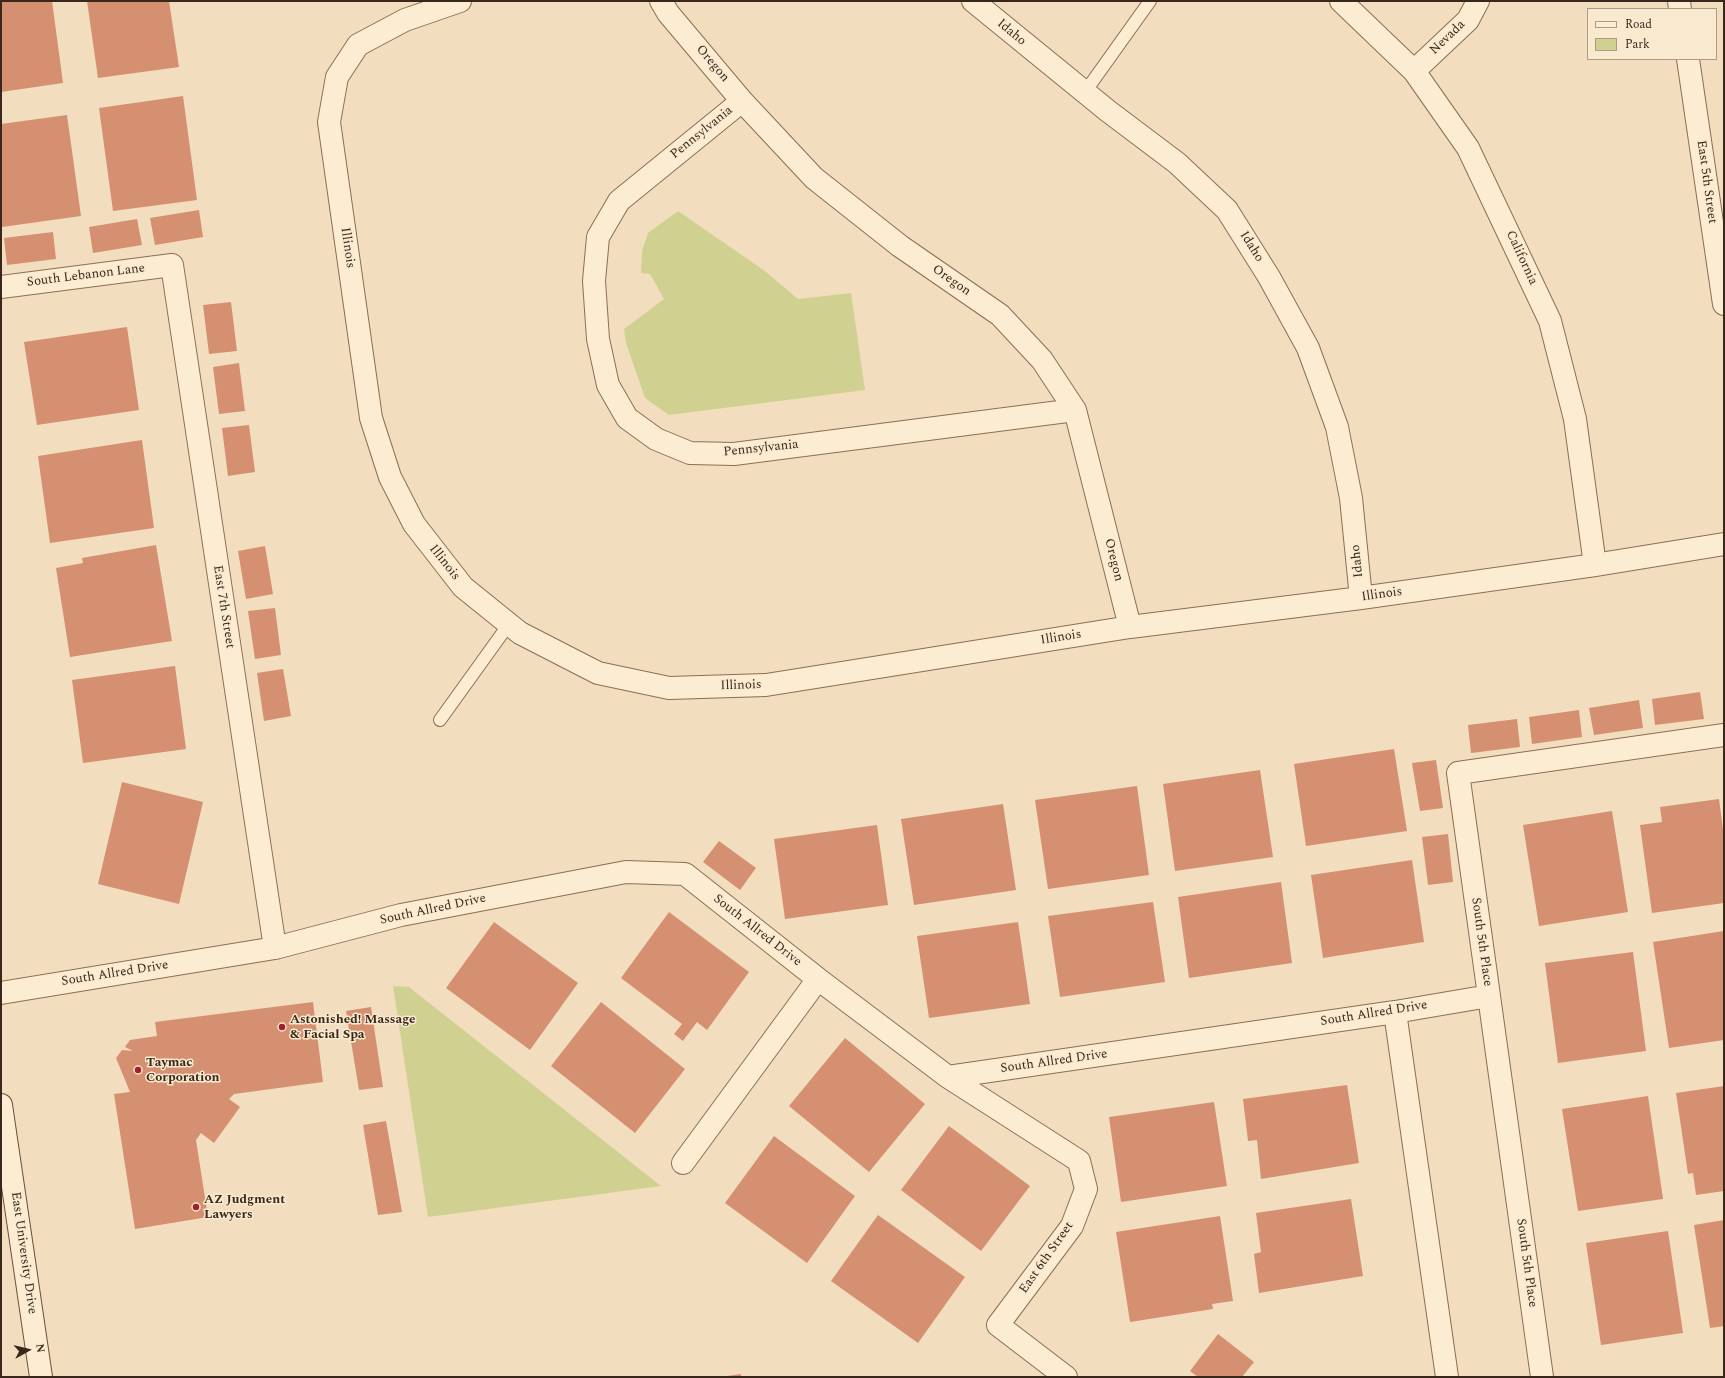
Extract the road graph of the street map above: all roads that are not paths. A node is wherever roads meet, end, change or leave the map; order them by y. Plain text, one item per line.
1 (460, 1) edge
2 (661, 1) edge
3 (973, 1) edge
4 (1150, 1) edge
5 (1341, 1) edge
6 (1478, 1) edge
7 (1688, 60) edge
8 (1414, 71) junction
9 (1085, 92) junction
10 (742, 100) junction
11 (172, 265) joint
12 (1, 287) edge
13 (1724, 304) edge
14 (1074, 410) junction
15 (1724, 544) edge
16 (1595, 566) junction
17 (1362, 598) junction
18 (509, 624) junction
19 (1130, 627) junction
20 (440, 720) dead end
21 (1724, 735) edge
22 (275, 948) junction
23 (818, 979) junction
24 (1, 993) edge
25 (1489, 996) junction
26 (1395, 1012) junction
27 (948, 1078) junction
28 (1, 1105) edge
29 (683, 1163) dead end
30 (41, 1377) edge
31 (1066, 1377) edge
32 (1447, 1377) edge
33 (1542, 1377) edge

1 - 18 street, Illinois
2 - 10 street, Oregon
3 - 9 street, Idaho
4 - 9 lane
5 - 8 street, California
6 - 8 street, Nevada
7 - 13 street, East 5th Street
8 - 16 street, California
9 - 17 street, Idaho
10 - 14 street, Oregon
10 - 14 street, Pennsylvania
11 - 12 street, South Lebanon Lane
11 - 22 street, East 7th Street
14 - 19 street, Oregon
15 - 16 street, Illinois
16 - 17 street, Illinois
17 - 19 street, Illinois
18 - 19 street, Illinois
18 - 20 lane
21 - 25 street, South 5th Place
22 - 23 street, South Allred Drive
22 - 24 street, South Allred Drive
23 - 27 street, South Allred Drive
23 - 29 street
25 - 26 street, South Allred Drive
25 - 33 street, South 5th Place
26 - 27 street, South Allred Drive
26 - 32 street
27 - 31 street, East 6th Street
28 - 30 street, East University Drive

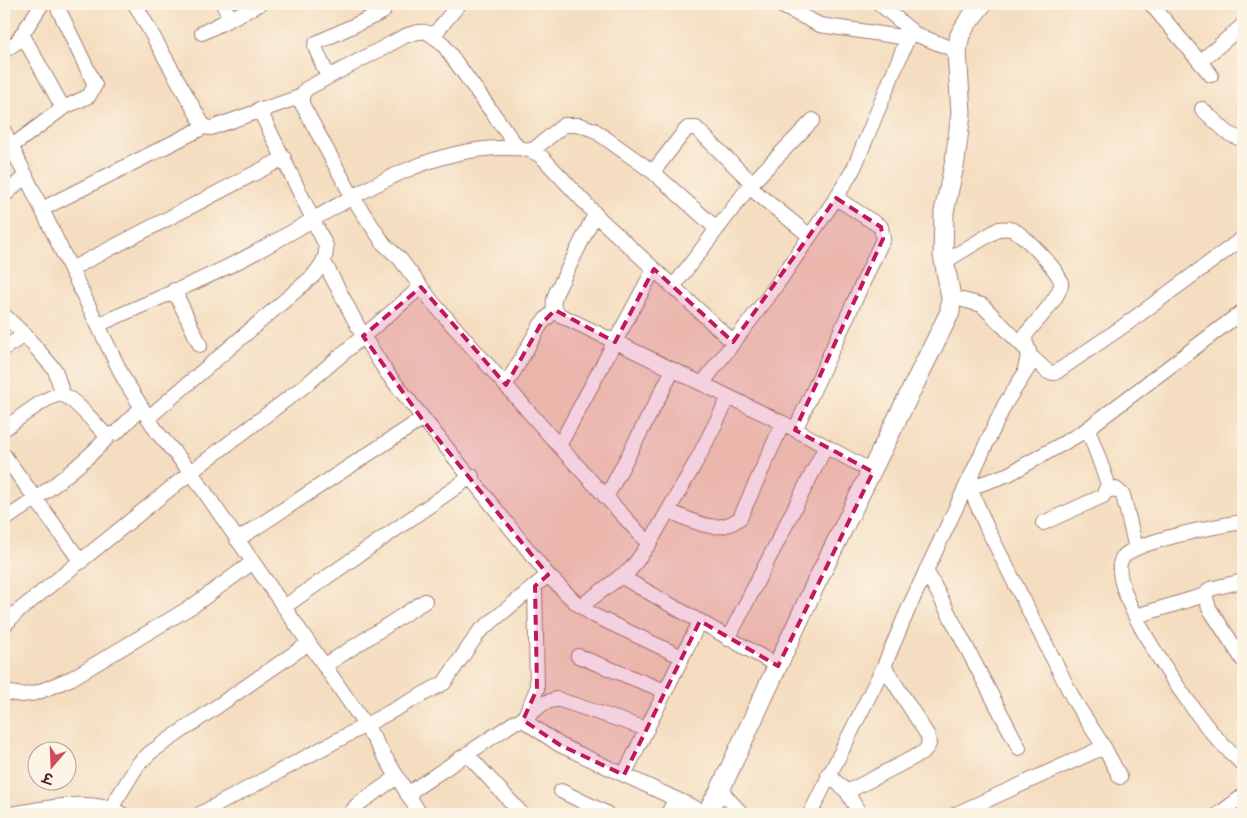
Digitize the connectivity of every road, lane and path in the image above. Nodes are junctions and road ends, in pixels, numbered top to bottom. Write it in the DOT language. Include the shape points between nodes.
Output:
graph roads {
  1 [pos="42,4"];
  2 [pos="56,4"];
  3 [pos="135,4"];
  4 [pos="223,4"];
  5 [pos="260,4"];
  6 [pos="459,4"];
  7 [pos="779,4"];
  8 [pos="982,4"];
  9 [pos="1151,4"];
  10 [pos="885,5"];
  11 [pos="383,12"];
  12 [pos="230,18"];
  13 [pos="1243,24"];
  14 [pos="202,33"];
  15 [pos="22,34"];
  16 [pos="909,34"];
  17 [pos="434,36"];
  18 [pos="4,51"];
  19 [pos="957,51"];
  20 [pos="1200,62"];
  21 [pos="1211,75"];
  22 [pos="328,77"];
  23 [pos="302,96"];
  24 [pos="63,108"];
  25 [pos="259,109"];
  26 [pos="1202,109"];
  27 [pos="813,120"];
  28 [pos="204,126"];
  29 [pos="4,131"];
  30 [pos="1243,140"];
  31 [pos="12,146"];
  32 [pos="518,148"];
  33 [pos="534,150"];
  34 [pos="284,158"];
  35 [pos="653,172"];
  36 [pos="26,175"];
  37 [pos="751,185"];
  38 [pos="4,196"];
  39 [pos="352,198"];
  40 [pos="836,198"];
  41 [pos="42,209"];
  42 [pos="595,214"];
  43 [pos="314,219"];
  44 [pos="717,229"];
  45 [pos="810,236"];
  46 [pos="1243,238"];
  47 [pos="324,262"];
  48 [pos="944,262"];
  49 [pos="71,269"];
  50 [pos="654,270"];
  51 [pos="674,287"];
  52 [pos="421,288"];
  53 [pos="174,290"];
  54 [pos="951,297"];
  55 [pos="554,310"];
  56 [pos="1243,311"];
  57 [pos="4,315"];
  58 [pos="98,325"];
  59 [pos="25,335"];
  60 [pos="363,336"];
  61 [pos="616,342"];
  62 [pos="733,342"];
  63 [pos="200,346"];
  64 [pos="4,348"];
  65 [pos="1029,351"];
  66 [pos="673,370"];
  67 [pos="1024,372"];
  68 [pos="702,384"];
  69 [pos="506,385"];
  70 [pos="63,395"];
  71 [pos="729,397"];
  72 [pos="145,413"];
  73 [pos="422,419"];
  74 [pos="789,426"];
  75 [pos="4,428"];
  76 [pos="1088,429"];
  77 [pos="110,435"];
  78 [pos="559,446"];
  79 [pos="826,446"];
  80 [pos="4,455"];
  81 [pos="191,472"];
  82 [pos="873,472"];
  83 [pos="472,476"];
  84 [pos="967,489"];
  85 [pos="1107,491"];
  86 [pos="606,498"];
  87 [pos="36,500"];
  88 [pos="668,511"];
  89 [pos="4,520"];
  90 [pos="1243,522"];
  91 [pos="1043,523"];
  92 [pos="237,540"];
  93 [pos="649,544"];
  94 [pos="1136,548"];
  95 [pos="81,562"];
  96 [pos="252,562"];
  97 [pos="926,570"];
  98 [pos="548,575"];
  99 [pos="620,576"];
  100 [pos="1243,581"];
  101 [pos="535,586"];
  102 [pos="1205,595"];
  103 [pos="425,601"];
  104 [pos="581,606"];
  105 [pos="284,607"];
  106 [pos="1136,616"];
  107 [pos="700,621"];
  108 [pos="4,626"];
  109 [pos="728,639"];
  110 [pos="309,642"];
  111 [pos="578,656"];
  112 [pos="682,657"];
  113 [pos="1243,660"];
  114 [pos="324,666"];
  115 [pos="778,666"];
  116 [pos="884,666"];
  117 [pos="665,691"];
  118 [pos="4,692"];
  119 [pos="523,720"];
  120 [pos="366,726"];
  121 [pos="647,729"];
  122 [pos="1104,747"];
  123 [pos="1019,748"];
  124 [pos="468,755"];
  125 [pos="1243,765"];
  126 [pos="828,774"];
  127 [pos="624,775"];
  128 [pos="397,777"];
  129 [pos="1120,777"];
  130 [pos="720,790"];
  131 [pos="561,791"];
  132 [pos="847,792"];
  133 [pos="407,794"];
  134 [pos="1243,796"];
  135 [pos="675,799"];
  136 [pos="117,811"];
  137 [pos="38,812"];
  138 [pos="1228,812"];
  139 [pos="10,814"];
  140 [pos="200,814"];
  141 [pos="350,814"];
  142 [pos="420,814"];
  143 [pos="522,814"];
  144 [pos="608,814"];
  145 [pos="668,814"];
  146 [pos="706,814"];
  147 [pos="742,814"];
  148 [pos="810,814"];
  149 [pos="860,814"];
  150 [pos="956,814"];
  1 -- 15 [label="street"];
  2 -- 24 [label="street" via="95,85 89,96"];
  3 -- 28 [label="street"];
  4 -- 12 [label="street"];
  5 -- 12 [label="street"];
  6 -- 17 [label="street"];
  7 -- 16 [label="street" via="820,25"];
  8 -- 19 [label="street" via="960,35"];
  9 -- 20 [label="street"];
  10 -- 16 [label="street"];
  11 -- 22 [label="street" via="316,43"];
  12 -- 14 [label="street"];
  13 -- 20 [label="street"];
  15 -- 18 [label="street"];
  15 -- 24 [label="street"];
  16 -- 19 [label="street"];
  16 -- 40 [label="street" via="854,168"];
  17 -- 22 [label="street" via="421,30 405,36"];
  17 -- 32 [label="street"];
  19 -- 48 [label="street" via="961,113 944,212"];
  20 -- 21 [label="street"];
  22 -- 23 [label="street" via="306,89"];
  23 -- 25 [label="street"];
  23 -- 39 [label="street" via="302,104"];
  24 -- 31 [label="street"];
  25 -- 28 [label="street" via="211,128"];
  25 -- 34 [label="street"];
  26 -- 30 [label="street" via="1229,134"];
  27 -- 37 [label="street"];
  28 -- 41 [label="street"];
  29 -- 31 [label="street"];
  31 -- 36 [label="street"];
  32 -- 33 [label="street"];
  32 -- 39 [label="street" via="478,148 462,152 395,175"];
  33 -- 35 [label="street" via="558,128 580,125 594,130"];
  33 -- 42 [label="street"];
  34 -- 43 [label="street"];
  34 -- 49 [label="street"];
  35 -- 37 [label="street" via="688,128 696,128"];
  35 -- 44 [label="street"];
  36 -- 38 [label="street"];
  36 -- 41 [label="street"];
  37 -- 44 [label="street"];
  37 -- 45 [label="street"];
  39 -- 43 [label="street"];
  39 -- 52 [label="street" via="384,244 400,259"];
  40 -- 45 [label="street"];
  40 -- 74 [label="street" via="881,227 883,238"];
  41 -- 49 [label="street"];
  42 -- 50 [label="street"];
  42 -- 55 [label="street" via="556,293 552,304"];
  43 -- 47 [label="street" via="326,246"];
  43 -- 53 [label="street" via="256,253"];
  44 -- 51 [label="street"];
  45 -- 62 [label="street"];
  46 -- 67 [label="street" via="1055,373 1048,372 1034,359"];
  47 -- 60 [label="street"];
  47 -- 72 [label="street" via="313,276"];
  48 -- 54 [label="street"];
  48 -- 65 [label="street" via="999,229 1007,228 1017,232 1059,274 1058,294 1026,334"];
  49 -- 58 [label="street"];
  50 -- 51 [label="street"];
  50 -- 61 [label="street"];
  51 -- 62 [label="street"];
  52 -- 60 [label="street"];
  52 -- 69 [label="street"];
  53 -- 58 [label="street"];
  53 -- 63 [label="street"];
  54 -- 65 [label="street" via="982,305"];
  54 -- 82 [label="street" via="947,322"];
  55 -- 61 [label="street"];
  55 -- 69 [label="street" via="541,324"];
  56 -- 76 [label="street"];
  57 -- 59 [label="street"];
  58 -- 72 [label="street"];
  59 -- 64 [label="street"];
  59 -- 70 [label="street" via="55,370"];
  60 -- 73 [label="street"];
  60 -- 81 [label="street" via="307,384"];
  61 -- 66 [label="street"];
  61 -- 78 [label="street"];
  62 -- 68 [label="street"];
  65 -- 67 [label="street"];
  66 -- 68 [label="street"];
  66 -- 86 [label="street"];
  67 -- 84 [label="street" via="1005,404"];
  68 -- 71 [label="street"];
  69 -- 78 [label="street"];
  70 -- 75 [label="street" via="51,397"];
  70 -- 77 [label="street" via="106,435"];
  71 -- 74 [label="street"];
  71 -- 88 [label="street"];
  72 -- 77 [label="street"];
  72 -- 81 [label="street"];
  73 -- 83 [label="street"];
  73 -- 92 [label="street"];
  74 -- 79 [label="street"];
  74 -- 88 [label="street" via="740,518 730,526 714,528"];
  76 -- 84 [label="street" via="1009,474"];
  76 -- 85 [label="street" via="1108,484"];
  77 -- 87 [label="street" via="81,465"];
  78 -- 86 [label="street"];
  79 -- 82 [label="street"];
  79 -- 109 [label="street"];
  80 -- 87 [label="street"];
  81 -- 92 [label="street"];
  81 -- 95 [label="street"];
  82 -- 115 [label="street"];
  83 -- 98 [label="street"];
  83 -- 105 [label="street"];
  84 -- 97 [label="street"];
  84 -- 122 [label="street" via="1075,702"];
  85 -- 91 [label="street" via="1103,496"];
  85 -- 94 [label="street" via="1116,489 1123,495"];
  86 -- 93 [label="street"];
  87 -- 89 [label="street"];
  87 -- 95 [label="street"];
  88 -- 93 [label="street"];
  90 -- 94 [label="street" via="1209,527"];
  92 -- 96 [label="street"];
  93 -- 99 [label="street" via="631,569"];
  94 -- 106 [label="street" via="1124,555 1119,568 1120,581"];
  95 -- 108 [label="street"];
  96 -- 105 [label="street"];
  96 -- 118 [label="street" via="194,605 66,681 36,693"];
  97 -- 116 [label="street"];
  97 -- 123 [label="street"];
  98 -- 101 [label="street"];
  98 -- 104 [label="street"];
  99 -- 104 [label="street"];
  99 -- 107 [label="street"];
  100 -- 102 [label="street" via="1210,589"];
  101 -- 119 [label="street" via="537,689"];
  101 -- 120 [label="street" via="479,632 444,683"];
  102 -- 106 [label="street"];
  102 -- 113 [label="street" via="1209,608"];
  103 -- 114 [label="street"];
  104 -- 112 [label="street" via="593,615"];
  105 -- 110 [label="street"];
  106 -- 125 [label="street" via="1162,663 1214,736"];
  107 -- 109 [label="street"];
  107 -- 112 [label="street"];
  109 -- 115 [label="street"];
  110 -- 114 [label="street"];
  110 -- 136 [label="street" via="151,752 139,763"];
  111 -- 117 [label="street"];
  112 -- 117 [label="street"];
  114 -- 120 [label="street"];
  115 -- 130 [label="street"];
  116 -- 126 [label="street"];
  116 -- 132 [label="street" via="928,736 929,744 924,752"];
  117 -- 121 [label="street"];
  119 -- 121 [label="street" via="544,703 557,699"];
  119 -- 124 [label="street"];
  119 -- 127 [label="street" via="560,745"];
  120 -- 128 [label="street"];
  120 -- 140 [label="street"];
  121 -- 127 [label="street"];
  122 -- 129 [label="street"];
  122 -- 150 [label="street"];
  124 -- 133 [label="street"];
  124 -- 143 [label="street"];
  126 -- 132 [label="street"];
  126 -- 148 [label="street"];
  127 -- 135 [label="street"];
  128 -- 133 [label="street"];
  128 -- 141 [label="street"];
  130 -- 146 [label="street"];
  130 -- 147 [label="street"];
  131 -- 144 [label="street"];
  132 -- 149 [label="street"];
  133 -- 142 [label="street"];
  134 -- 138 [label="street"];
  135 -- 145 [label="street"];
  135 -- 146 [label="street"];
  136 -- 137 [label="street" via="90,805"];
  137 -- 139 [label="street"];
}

========================

▸ What the exercise asks:
From the data above, copy each line that has the string "roads".

▸ The completed task:
Extract the road graph of the street map above: all roads that are not paths. A node is wherever roads meet, end, change or leave the map; order them by y. Plain text, one item per line.
graph roads {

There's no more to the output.